Building Retrieval from Scratch#
In this tutorial, we show you how to build a standard retriever against a vector database, that will fetch nodes via top-k similarity.
We use Pinecone as the vector database. We load in nodes using our high-level ingestion abstractions (to see how to build this from scratch, see our previous tutorial!).
We will show how to do the following:
How to generate a query embedding
How to query the vector database using different search modes (dense, sparse, hybrid)
How to parse results into a set of Nodes
How to put this in a custom retriever
Setup#
We build an empty Pinecone Index, and define the necessary LlamaIndex wrappers/abstractions so that we can start loading data into Pinecone.
If you’re opening this Notebook on colab, you will probably need to install LlamaIndex 🦙.
!pip install llama-index
Build Pinecone Index#
import pinecone
import os
api_key = os.environ["PINECONE_API_KEY"]
pinecone.init(api_key=api_key, environment="us-west1-gcp")
# dimensions are for text-embedding-ada-002
pinecone.create_index(
"quickstart", dimension=1536, metric="euclidean", pod_type="p1"
)
pinecone_index = pinecone.Index("quickstart")
# [Optional] drop contents in index
pinecone_index.delete(deleteAll=True)
Create PineconeVectorStore#
Simple wrapper abstraction to use in LlamaIndex. Wrap in StorageContext so we can easily load in Nodes.
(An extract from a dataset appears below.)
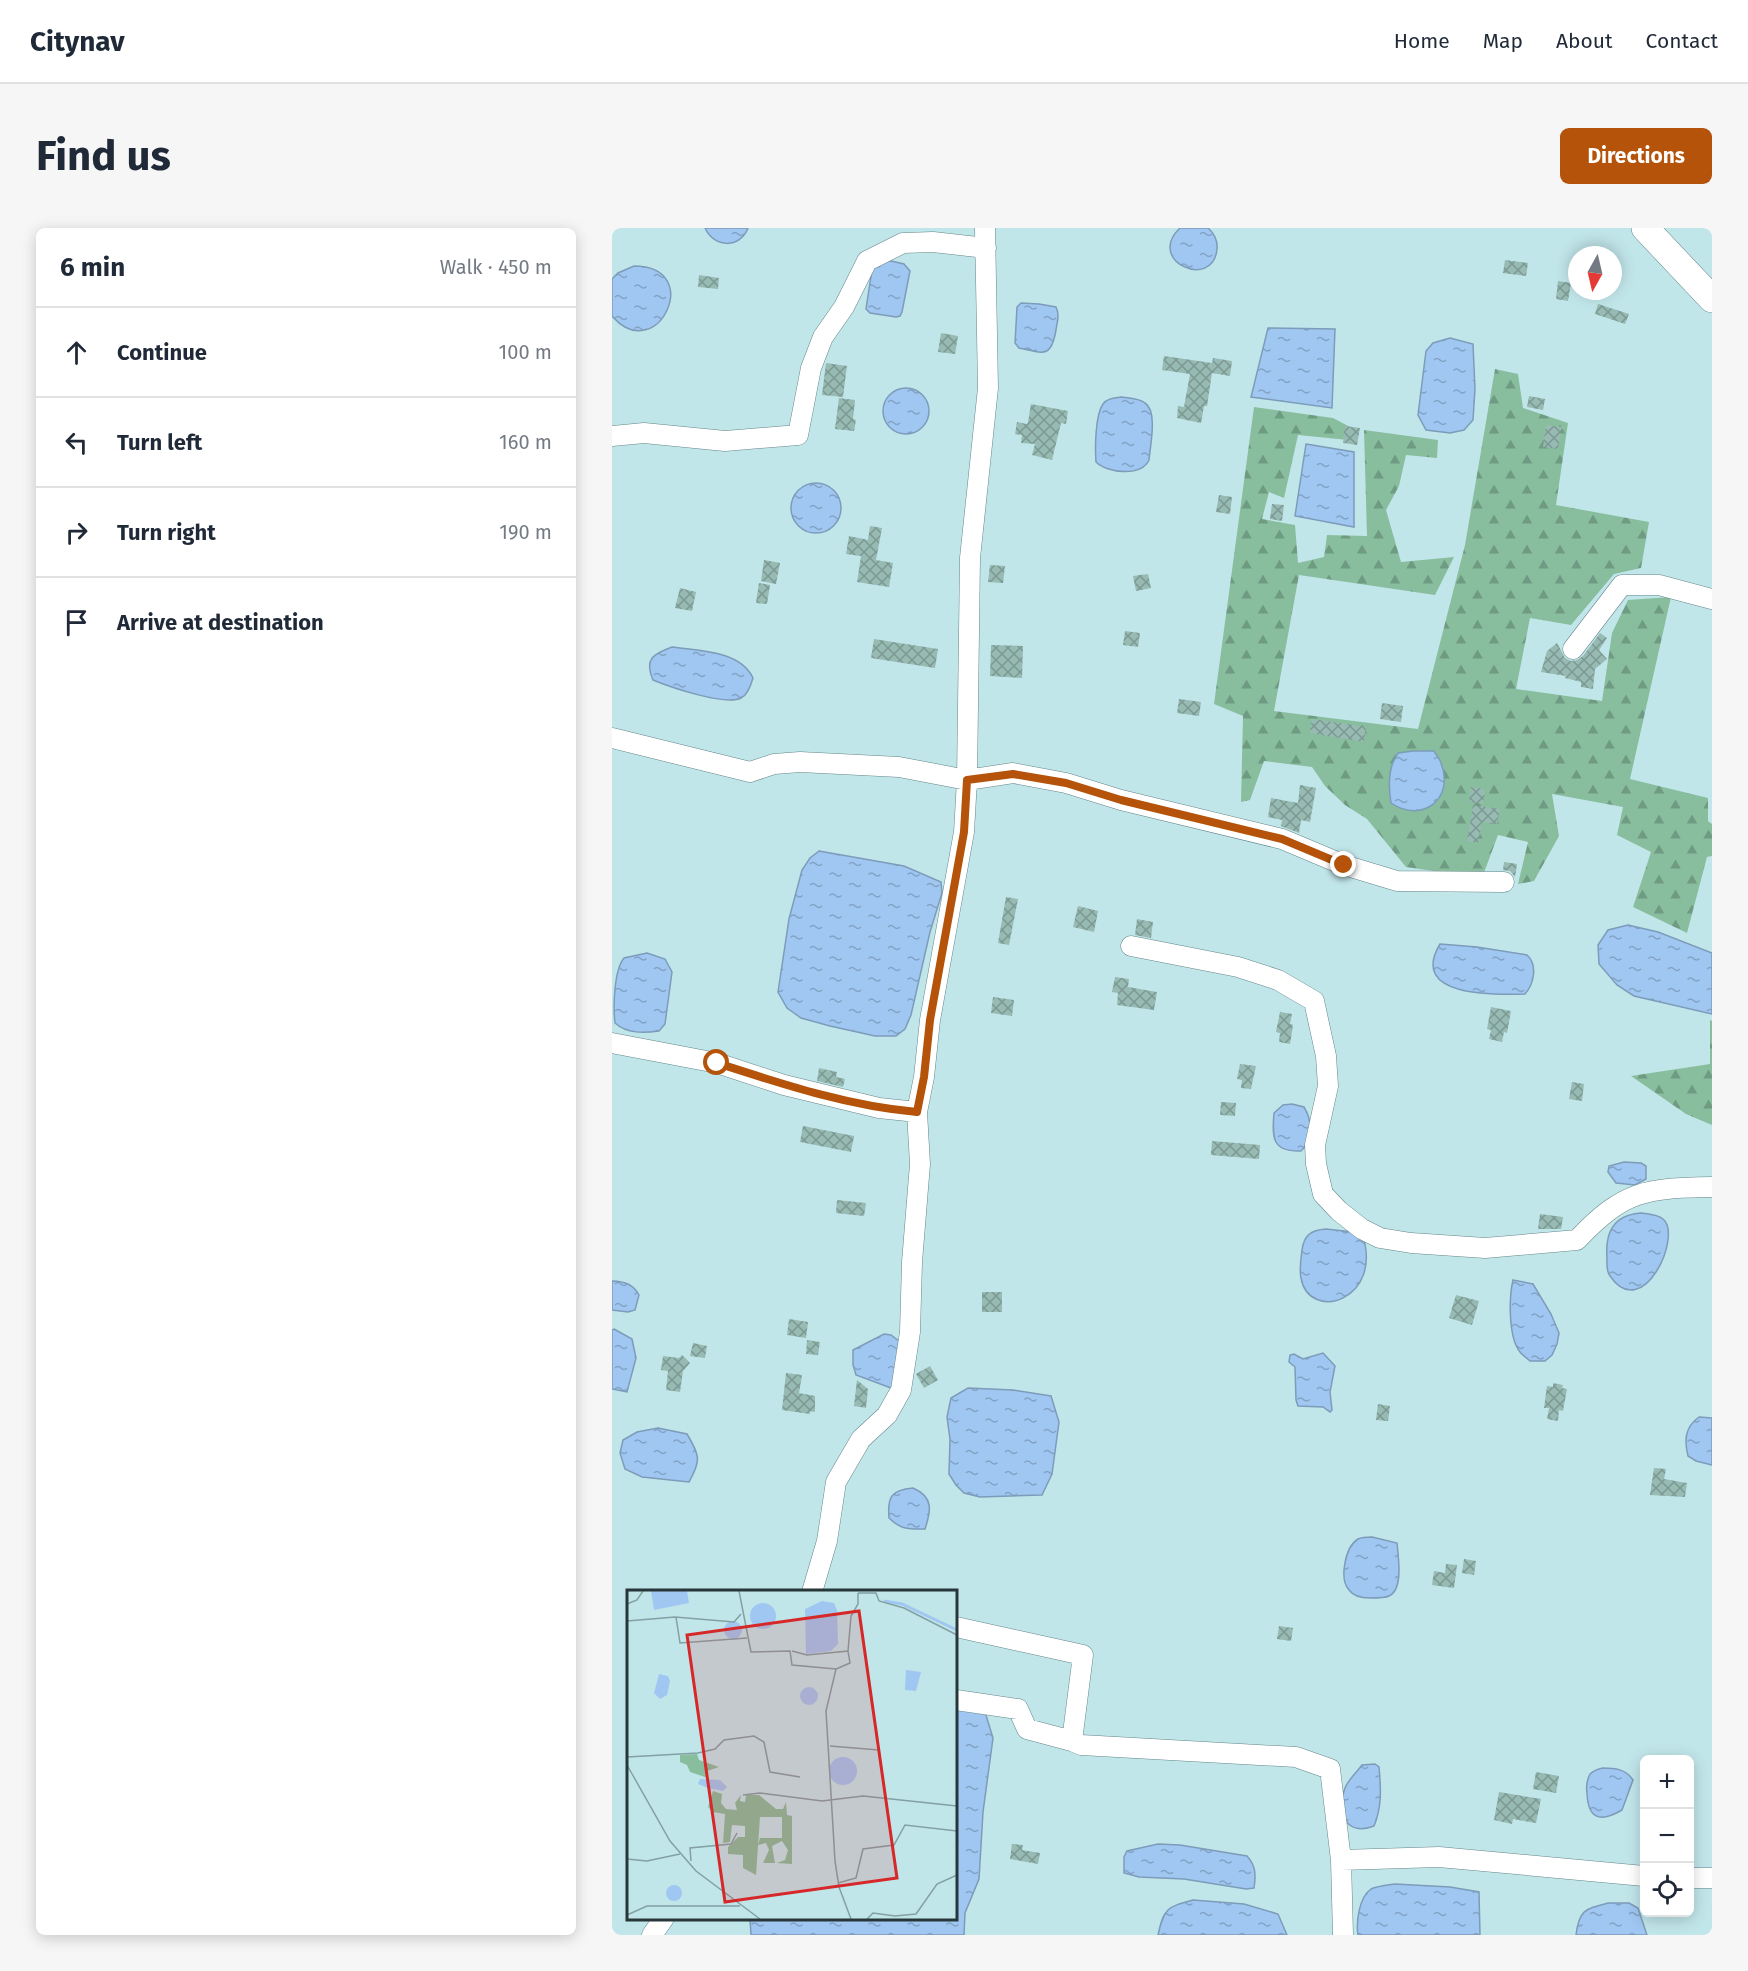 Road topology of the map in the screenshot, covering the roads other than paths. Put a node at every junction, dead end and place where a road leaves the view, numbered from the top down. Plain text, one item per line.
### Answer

from llama_index.vector_stores import PineconeVectorStore
vector_store = PineconeVectorStore(pinecone_index=pinecone_index)
Load Documents#
!mkdir data
!wget --user-agent "Mozilla" "https://arxiv.org/pdf/2307.09288.pdf" -O "data/llama2.pdf"
from pathlib import Path
from llama_hub.file.pymu_pdf.base import PyMuPDFReader
loader = PyMuPDFReader()
documents = loader.load(file_path="./data/llama2.pdf")
Load into Vector Store#
Load in documents into the PineconeVectorStore.
NOTE: We use high-level ingestion abstractions here, with VectorStoreIndex.from_documents.
We’ll refrain from using VectorStoreIndex
for the rest of this tutorial.
from llama_index import VectorStoreIndex, ServiceContext
from llama_index.storage import StorageContext
service_context = ServiceContext.from_defaults(chunk_size=1024)
storage_context = StorageContext.from_defaults(vector_store=vector_store)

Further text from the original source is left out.